■ Material supplied:

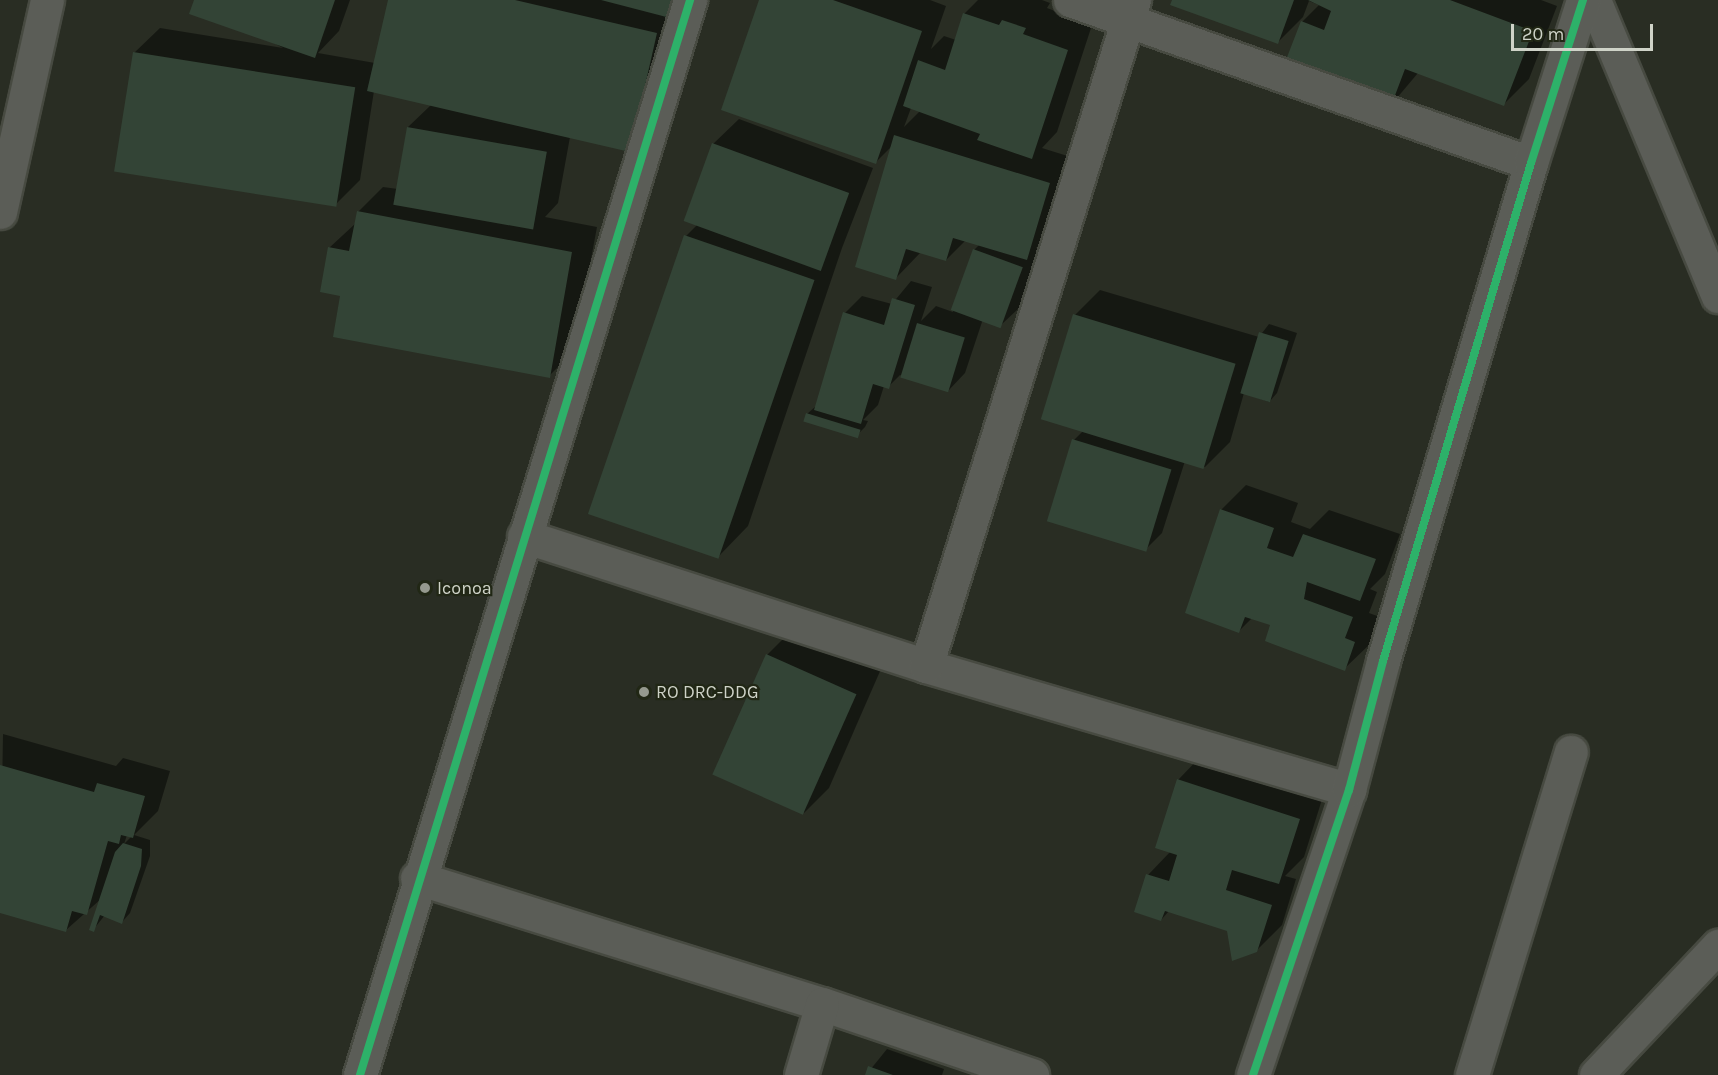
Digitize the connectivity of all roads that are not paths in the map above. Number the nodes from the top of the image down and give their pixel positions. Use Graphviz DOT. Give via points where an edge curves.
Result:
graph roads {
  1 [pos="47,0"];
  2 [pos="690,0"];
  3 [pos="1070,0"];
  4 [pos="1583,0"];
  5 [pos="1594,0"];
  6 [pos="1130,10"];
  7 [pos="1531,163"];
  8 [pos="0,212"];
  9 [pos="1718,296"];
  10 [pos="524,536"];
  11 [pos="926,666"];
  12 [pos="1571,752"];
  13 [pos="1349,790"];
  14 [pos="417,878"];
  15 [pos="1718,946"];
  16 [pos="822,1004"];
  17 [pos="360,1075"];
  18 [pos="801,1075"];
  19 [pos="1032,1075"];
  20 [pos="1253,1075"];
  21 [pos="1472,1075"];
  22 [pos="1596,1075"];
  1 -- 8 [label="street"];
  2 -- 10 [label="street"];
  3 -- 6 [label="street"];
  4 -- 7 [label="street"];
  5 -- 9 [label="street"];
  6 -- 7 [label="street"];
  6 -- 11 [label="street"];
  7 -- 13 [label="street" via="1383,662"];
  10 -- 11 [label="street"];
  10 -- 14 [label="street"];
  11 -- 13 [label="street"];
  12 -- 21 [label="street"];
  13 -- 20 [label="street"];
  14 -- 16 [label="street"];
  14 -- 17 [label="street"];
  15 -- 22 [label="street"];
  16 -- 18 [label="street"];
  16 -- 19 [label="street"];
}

■ Activity:
Where a record holds a picture, leave the picture out and restate the rest word for word.

■ Solved problem:
Digitize the connectivity of all roads that are not paths in the map above. Number the nodes from the top of the image down and give their pixel positions. Use Graphviz DOT. Give via points where an edge curves.
Result:
graph roads {
  1 [pos="47,0"];
  2 [pos="690,0"];
  3 [pos="1070,0"];
  4 [pos="1583,0"];
  5 [pos="1594,0"];
  6 [pos="1130,10"];
  7 [pos="1531,163"];
  8 [pos="0,212"];
  9 [pos="1718,296"];
  10 [pos="524,536"];
  11 [pos="926,666"];
  12 [pos="1571,752"];
  13 [pos="1349,790"];
  14 [pos="417,878"];
  15 [pos="1718,946"];
  16 [pos="822,1004"];
  17 [pos="360,1075"];
  18 [pos="801,1075"];
  19 [pos="1032,1075"];
  20 [pos="1253,1075"];
  21 [pos="1472,1075"];
  22 [pos="1596,1075"];
  1 -- 8 [label="street"];
  2 -- 10 [label="street"];
  3 -- 6 [label="street"];
  4 -- 7 [label="street"];
  5 -- 9 [label="street"];
  6 -- 7 [label="street"];
  6 -- 11 [label="street"];
  7 -- 13 [label="street" via="1383,662"];
  10 -- 11 [label="street"];
  10 -- 14 [label="street"];
  11 -- 13 [label="street"];
  12 -- 21 [label="street"];
  13 -- 20 [label="street"];
  14 -- 16 [label="street"];
  14 -- 17 [label="street"];
  15 -- 22 [label="street"];
  16 -- 18 [label="street"];
  16 -- 19 [label="street"];
}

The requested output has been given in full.